= Seyran Valiyev =

Seyran Suleyman oglu Valiyev (16 December 1950 – 1 August 2013) was an Azerbaijani paleogeographer and historian. A Doctor of Geographical Sciences, he was senior research fellow at the ANAS Institute of Geography and a member of the Azerbaijan Writers' Union. Valiyev authored several books and over 600 articles on Azerbaijani history and paleogeography.

==Life==
Seyran Valiyev was born in Bodaybo, Russia, in the family of Azerbaijani writer Suleyman Valiyev, who was exiled there under Stalin. In 1955, Valiyev moved to Baku with his family.

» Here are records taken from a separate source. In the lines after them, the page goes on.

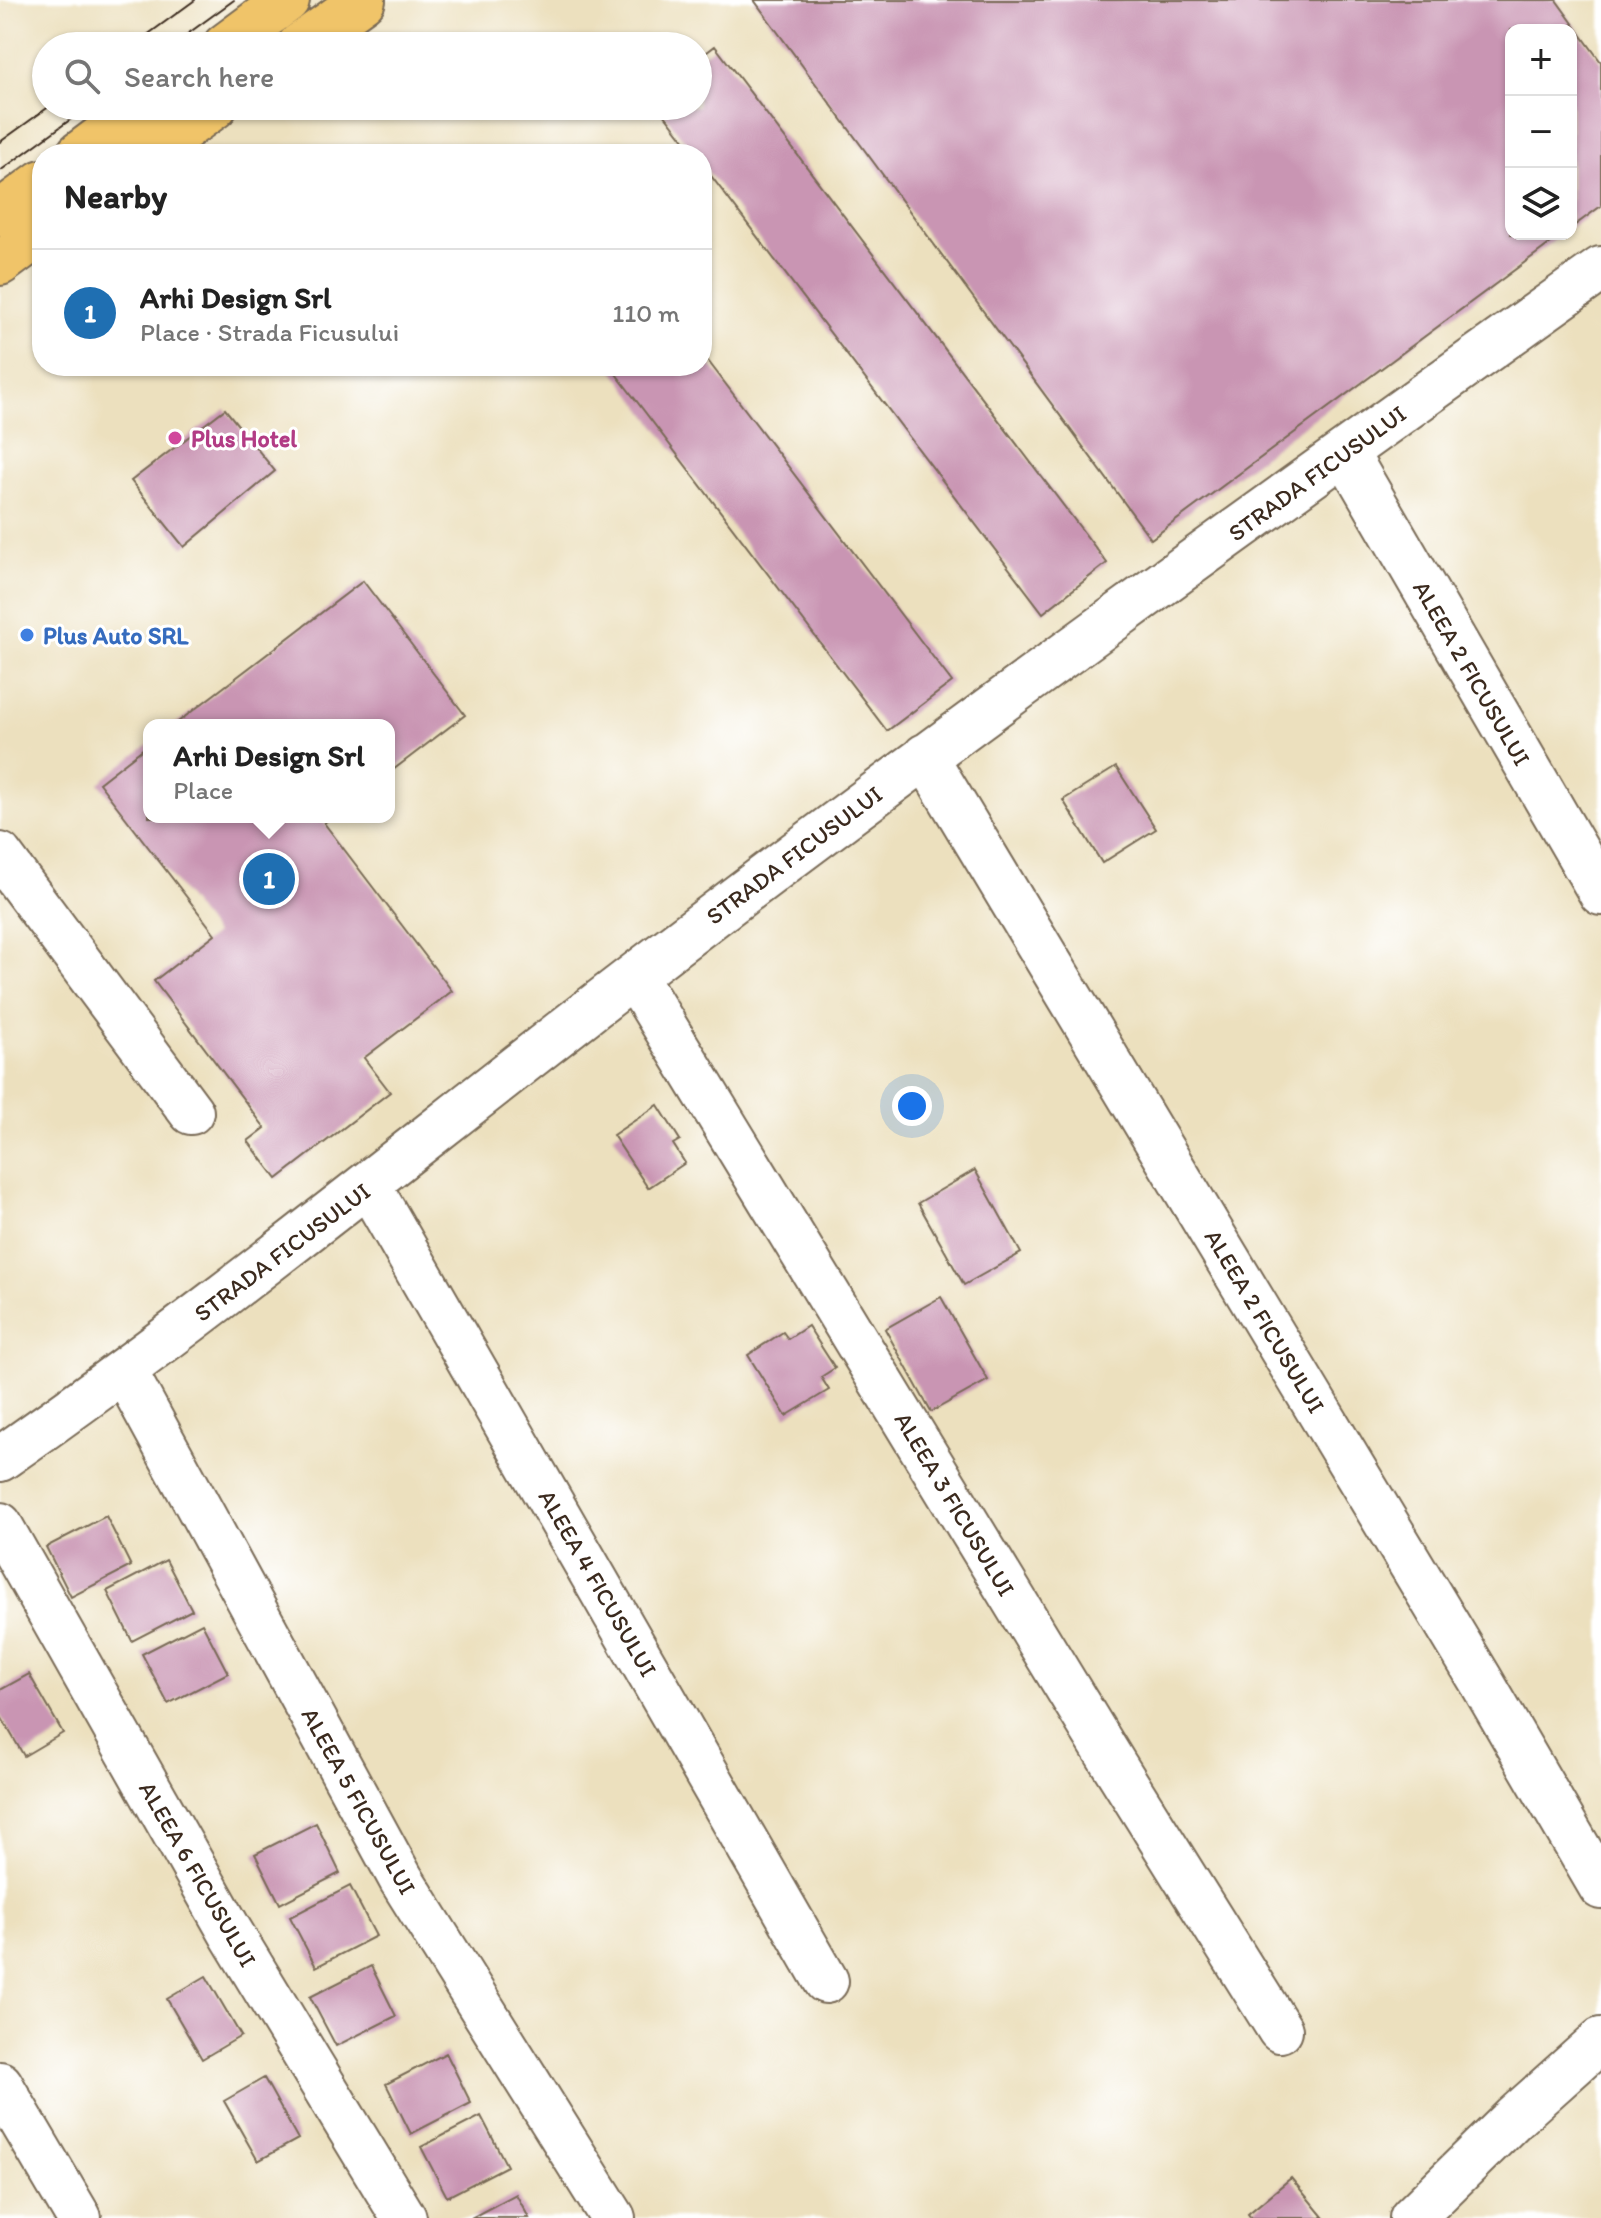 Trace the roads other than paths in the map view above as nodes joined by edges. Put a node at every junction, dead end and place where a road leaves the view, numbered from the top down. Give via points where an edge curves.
1 (287, 0) edge
2 (363, 0) edge
3 (244, 32) edge
4 (318, 32) edge
5 (124, 120) edge
6 (195, 120) edge
7 (92, 144) edge
8 (162, 144) edge
9 (32, 189) edge
10 (0, 213) edge
11 (32, 239) edge
12 (0, 263) edge
13 (1601, 269) edge
14 (1345, 452) junction
15 (925, 756) junction
16 (0, 855) edge
17 (1601, 893) edge
18 (634, 976) junction
19 (191, 1112) dead end
20 (369, 1186) junction
21 (125, 1372) junction
22 (0, 1459) edge
23 (0, 1525) edge
24 (1601, 1887) edge
25 (826, 1981) dead end
26 (1280, 2030) dead end
27 (1601, 2040) edge
28 (0, 2084) edge
29 (79, 2218) edge
30 (404, 2218) edge
31 (613, 2218) edge
32 (1412, 2218) edge

1 - 3 main road
2 - 4 main road
5 - 7 main road
6 - 8 main road
9 - 10 main road
11 - 12 main road
13 - 14 street, STRADA FICUSULUI
14 - 15 street, STRADA FICUSULUI
14 - 17 street, ALEEA 2 FICUSULUI
15 - 18 street, STRADA FICUSULUI
15 - 24 street, ALEEA 2 FICUSULUI
16 - 19 street
18 - 20 street, STRADA FICUSULUI
18 - 26 street, ALEEA 3 FICUSULUI
20 - 21 street, STRADA FICUSULUI
20 - 25 street, ALEEA 4 FICUSULUI
21 - 22 street, STRADA FICUSULUI
21 - 31 street, ALEEA 5 FICUSULUI via 401,1879
23 - 30 street, ALEEA 6 FICUSULUI via 231,1933
27 - 32 street
28 - 29 street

In 1973, he graduated from the Faculty of Geography of Azerbaijan State University.

Valiyev completed an internship in Moscow at the Institute of Geography of the USSR Academy of Sciences. He conducted extensive research on the paleogeographic conditions of the Azerbaijani territory and the Caspian Sea in the Quaternary, the settlement of Paleolithic people in the Azykh Cave, the level fluctuations of the Caspian Sea, and the climatic changes of the Azerbaijani territory in the Quaternary. Following these studies, in 1994 he defended his doctoral thesis "Paleogeography of Azerbaijan and Adjacent Territories in the Late Pleistocene and Holocene".

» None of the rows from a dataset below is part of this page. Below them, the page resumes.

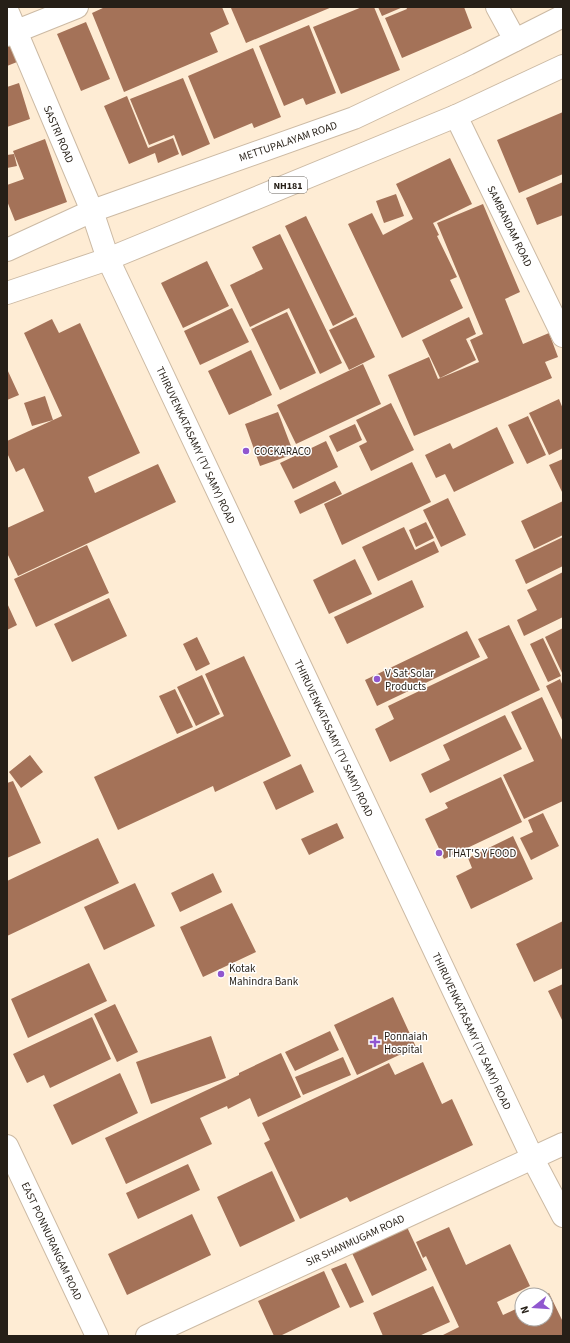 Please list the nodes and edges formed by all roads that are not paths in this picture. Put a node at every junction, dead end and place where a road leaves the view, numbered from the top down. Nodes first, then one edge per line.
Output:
1 (77, 7) edge
2 (497, 7) edge
3 (7, 10) edge
4 (563, 16) edge
5 (11, 33) edge
6 (514, 40) junction
7 (563, 66) edge
8 (456, 116) junction
9 (92, 211) junction
10 (7, 250) edge
11 (108, 259) junction
12 (7, 293) edge
13 (563, 336) edge
14 (563, 1144) edge
15 (7, 1146) edge
16 (533, 1159) junction
17 (563, 1216) edge
18 (97, 1336) edge
19 (147, 1336) edge

1 - 5 main road
2 - 6 main road
3 - 5 main road, SASTRI ROAD
4 - 6 main road, METTUPALAYAM ROAD
5 - 9 main road, SASTRI ROAD
6 - 9 main road, METTUPALAYAM ROAD
7 - 8 main road, NH181
8 - 11 main road, NH181
8 - 13 main road, SAMBANDAM ROAD
9 - 10 main road, METTUPALAYAM ROAD
9 - 11 main road, SASTRI ROAD
11 - 12 main road, NH181
11 - 16 main road, THIRUVENKATASAMY (TV SAMY) ROAD
14 - 16 main road, SIR SHANMUGAM ROAD
15 - 18 main road, EAST PONNURANGAM ROAD
16 - 17 main road, THIRUVENKATASAMY (TV SAMY) ROAD
16 - 19 main road, SIR SHANMUGAM ROAD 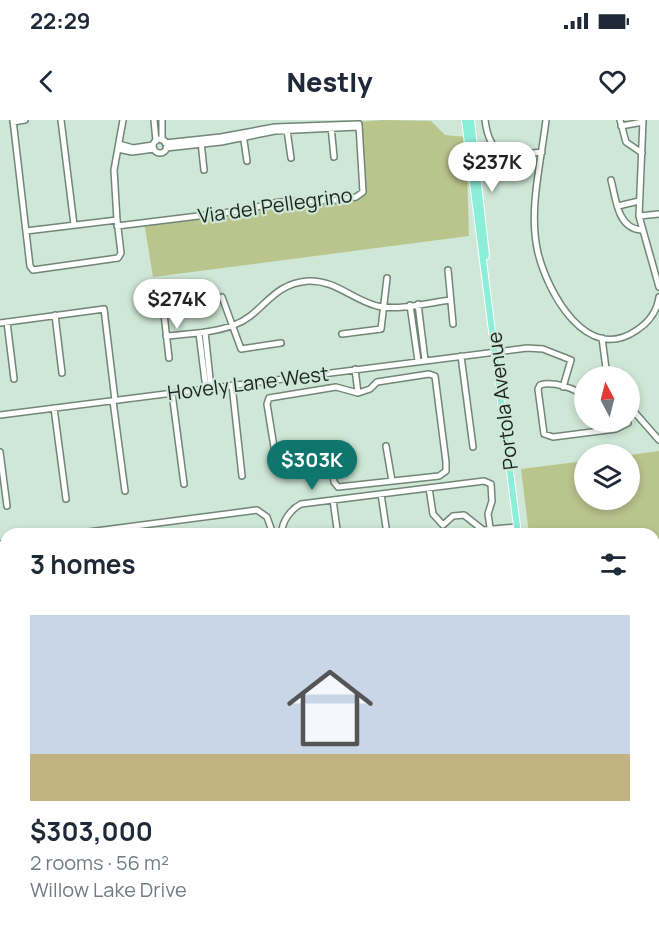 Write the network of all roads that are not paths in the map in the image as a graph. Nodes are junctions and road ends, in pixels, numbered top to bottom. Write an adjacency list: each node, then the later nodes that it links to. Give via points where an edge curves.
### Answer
1 (25, 120): 10 (street)
2 (60, 120): 34 (street)
3 (123, 120): 20 (street)
4 (154, 120): 19 (street)
5 (162, 120): 19 (street)
6 (465, 120): 17 (main road, Portola Avenue)
7 (471, 120): 26 (main road, Portola Avenue)
8 (485, 120): 21 (street, via 490,143 499,152)
9 (546, 120): 21 (street)
10 (13, 121): 36 (street)
11 (643, 121): 13 (street); 22 (street)
12 (358, 122): 14 (street, via 357,127); 33 (street, Via del Pellegrino, via 364,178 363,192 356,197 279,202 239,211)
13 (621, 123): 22 (street, via 626,142)
14 (331, 127): 15 (street); 23 (street)
15 (287, 129): 16 (street); 24 (street)
16 (244, 134): 18 (street); 25 (street)
17 (467, 136): 26 (main road); 37 (main road, Portola Avenue, via 478,236)
18 (201, 141): 19 (street); 27 (street)
19 (160, 144): 20 (street)
20 (119, 147): 33 (street, via 114,170)
21 (542, 152): 58 (street, via 536,210 539,255 549,286 571,319 588,334)
22 (642, 153): 29 (street)
23 (334, 157)
24 (291, 158)
25 (247, 161)
26 (477, 167): 37 (main road, Portola Avenue)
27 (204, 170)
28 (611, 180): 30 (street)
29 (639, 201): 30 (street); 32 (street)
30 (618, 206): 35 (street, via 624,222)
31 (659, 214): 32 (street)
32 (639, 216): 35 (street)
33 (117, 223): 34 (street); 36 (street, via 121,254 118,258 33,270)
34 (74, 225): 36 (street)
35 (641, 230): 40 (street)
36 (26, 231)
37 (486, 268): 60 (main road, Portola Avenue)
38 (448, 270): 43 (street)
39 (387, 278): 47 (street)
40 (659, 287)
41 (222, 297): 54 (street)
42 (659, 297): 58 (street, via 648,322 633,333)
43 (450, 300): 44 (street); 53 (street)
44 (417, 304): 46 (street); 51 (street)
45 (163, 305): 57 (street)
46 (410, 305): 47 (street); 52 (street)
47 (384, 307): 54 (street, via 365,302 339,286 308,281 282,289); 56 (street, via 381,329)
48 (55, 315): 49 (street); 66 (street); 74 (street, via 104,309)
49 (8, 322): 50 (street); 67 (street)
50 (0, 323)
51 (420, 323): 52 (street); 63 (street)
52 (413, 324): 63 (street)
53 (453, 324)
54 (234, 326): 55 (street); 59 (street, via 241,349)
55 (202, 332): 57 (street); 70 (street)
56 (342, 334)
57 (166, 336): 62 (street)
58 (602, 338): 64 (street)
59 (281, 343)
60 (496, 351): 61 (street, Hovely Lane West); 69 (street, Hovely Lane West, via 543,349 571,360); 101 (main road, Portola Avenue)
61 (461, 356): 63 (street, Hovely Lane West); 81 (street)
62 (169, 358)
63 (421, 361): 65 (street, Hovely Lane West)
64 (606, 366)
65 (355, 369): 68 (street, Hovely Lane West); 73 (street)
66 (62, 373)
67 (14, 379)
68 (232, 385): 70 (street, Hovely Lane West); 85 (street)
69 (562, 387): 71 (street); 78 (street, via 540,385 538,389 543,432 547,436)
70 (209, 388): 72 (street, Hovely Lane West)
71 (574, 390)
72 (172, 393): 74 (street, Hovely Lane West); 87 (street)
73 (358, 393): 82 (street, via 336,387 269,398 274,447 278,451); 86 (street, via 389,379 435,376 446,471 439,476)
74 (114, 401): 75 (street, Hovely Lane West); 89 (street)
75 (54, 408): 76 (street, Hovely Lane West); 91 (street)
76 (0, 415)
77 (640, 418): 79 (street)
78 (585, 432)
79 (659, 440)
80 (386, 446): 86 (street)
81 (473, 447)
82 (288, 450): 84 (street); 86 (street, via 323,445 330,449 338,487)
83 (0, 452): 93 (street)
84 (291, 471)
85 (242, 476)
86 (392, 481)
87 (183, 484)
88 (429, 488): 90 (street); 99 (street, via 433,514 443,525 453,516 464,515); 100 (street, via 488,482 492,490)
89 (125, 491)
90 (381, 494): 92 (street); 98 (street)
91 (66, 499)
92 (333, 500): 96 (street, via 298,505); 97 (street)
93 (7, 506)
94 (119, 528): 95 (street, via 257,510 267,517)
95 (271, 528)
96 (282, 528)
97 (337, 528)
98 (386, 528)
99 (480, 528)
100 (490, 528)
101 (518, 528)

Valiyev held the view that Baku is older than it was commonly believed, citing Herodotus' description of the Caspian Sea in the Histories as one of the examples. Valiyev elaborated his views about Baku in several publications. In the article "Where Was Ancient Baku?" Valiyev offered indirect evidence for the city's pre-8th century existence, such as depressions and pits on a rock in the Palace of the Shirvanshahs, an ancient cemetery near Murtuza Mukhtarov Street and data from Herodotus and Ptolemy.

In 1996, Valiyev became a member of the Azerbaijan Writers' Union.